Provided records
----

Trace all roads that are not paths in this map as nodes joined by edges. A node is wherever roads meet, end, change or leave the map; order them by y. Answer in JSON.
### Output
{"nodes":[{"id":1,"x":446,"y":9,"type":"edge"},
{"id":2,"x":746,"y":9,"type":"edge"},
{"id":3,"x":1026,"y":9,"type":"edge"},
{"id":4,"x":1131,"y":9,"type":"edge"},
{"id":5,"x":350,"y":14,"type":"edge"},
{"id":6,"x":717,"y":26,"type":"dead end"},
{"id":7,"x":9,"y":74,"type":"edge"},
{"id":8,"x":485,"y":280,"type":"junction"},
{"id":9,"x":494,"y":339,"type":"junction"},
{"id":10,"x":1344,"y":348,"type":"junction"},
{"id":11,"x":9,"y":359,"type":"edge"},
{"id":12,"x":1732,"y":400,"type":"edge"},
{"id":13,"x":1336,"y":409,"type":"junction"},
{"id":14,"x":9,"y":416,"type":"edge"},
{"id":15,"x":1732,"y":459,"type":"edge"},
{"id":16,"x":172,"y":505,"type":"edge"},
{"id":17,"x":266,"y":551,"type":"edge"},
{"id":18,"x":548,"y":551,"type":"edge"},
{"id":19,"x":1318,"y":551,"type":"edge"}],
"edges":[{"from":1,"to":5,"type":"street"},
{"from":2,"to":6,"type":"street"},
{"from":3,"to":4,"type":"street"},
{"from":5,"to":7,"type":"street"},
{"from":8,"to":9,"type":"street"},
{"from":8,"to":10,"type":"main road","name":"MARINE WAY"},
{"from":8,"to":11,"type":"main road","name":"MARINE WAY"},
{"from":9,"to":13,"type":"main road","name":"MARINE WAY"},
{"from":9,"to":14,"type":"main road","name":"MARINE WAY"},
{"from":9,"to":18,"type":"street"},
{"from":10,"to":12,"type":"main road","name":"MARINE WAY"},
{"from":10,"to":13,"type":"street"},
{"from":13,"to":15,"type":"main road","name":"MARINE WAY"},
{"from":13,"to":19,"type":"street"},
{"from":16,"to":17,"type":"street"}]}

----

Exercise brief
Take every line from the data that contains the word "edges".

Solution for this problem
Trace all roads that are not paths in this map as nodes joined by edges. A node is wherever roads meet, end, change or leave the map; order them by y. Answer in JSON.
"edges":[{"from":1,"to":5,"type":"street"},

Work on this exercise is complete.